Çok çarpıcı iki kare arşiv fotoğrafını özenle seçerek manşetimize taşıdık. İlk kare fotoğraf 2014 yılının Ekim ayına ait. İkinci kare ise günümüzden. Bu kadar hızlı gelişen bölge şimdi konut mezarlığına döndü.
Hızla betonlaşan şehir mezarlığı karşısı, Sarıçay yanı, şarkının da dediği gibi tam olarak yaprak döküyor. Düne kadar çok katlı binalar altında ezilen gecekondu görüntüsündeki yapılar dışında bu bölge adeta sessizliğe gömüşmüş durumda.
2017 Ağustos bir başka fotoğraf
Birkaç yıl içinde inanılmaz derecede inşaat yapılan bu bölge şimdilerde satılamayan dairelerle doldu taştı. Yüzlercesi satılık ama dönüp bakan yok.
Önümüz kış. Durulmayan, kullanılmayan bu binalar akacak-kokacak. Rutubet yapacak ve her yerinden yara almaya, dökülmeye başlayacak. Satmak, kiracı bulmak daha da zorlaşacak. Zorlaşan hayat, eldeki stoklar müteahhitleri daha da zorlayacak.

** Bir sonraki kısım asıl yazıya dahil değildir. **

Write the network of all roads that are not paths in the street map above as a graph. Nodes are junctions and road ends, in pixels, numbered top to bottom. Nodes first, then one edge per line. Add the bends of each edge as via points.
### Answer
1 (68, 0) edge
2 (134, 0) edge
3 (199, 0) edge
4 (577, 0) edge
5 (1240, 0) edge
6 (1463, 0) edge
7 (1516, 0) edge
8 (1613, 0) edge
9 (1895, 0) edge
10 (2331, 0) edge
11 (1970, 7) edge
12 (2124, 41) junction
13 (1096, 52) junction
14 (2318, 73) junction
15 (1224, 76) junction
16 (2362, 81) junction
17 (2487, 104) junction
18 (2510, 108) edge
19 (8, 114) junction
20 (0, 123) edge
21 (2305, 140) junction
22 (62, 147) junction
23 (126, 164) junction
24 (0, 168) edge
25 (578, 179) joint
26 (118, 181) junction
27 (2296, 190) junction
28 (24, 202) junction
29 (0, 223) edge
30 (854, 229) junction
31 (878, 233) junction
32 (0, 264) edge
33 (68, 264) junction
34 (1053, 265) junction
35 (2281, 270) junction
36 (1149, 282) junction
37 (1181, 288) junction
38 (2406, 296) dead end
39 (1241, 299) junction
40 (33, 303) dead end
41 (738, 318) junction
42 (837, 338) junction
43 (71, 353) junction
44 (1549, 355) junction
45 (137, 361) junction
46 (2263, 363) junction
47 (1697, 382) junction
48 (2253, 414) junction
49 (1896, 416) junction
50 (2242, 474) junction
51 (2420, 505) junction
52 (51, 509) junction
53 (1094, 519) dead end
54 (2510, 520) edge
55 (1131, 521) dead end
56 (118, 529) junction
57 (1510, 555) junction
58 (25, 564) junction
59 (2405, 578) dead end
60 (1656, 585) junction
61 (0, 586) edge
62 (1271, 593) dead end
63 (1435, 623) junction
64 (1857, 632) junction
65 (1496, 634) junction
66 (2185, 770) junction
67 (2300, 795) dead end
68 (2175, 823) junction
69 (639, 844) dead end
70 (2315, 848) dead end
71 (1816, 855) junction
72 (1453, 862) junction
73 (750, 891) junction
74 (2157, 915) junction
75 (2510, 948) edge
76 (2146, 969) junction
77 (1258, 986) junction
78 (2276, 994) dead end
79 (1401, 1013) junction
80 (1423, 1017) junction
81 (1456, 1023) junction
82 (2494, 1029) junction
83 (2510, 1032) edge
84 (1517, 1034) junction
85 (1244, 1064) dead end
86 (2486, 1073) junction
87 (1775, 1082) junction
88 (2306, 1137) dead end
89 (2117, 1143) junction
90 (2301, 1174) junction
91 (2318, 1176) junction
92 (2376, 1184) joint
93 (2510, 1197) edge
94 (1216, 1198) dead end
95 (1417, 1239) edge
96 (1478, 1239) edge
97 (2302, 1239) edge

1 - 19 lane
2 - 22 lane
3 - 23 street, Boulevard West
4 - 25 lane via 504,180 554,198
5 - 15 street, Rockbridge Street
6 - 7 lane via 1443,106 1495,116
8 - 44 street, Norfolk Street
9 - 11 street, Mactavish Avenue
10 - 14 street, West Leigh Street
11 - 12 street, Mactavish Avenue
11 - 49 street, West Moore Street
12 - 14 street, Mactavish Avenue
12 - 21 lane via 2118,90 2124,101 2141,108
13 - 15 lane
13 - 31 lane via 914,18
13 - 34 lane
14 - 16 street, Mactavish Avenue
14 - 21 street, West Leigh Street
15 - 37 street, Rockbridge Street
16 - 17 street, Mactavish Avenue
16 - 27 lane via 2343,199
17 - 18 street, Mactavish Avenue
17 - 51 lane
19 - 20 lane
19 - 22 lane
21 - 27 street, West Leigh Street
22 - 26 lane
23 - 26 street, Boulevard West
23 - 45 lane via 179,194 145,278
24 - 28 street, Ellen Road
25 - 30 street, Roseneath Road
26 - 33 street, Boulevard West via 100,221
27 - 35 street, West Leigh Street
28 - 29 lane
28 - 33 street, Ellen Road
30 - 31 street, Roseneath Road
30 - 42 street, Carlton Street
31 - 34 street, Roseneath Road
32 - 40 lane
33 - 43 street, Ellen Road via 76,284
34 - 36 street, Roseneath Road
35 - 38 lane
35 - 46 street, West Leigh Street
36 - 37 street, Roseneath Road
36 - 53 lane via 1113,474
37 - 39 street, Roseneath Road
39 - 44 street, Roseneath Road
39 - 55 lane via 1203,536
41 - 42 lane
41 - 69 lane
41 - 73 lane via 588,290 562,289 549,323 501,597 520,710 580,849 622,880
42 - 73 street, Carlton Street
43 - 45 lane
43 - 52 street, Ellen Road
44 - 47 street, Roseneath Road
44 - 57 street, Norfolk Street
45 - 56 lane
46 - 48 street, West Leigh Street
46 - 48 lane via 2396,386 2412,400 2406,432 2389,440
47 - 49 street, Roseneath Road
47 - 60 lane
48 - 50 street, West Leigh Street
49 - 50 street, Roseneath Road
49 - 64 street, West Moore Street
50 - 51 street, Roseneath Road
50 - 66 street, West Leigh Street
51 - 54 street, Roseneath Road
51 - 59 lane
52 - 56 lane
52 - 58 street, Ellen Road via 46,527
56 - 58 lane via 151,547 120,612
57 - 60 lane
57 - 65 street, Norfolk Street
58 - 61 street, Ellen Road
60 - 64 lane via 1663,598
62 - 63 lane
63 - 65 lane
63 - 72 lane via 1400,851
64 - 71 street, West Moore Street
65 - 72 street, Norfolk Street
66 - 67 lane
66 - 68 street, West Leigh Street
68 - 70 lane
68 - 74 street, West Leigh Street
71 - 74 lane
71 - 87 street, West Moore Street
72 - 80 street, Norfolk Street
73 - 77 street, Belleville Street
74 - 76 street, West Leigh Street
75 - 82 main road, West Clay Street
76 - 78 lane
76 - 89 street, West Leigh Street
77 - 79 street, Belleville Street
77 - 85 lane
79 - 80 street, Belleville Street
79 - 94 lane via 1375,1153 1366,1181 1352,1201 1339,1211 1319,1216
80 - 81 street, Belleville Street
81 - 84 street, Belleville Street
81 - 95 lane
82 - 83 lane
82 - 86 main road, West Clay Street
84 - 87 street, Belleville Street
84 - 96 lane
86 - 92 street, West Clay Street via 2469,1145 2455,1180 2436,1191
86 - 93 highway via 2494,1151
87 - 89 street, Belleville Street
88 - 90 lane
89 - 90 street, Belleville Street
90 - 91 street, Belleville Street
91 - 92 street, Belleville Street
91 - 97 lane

Atatürk Mahallesi'nin üstten bir görseli
Bir yanda yoksulluğun görsel hareketi sürerken diğer yanda çok katlı zenginliğin can çekiştiğini görebiliyoruz. Nereye kadar, ne zamana kadar ? Kimse burada birikmiş konut stokunun nasıl eritileceğini bilmiyor.
İnşaat sektörünün durması kamudan, özel sektöre tümünü olumsuz etkiledi. İşsizliği körükledi. Bugün müteahhitlerin elinde birikmiş yüzlerce; belki binlerce konut var. Temelden konut alanların yanı sıra arsasını kat karşılığı verenlerin de mağdur olduğunu söylemek mümkün.
Mezarlığın yanında yapılan yüzlerce konut satılamıyor. Bu durum akıllara mezarlığın yanında konut mezarlığımı oluşacak sorusunu akla getiriyor. Gerçekten, ne olacak sektörün bu hali?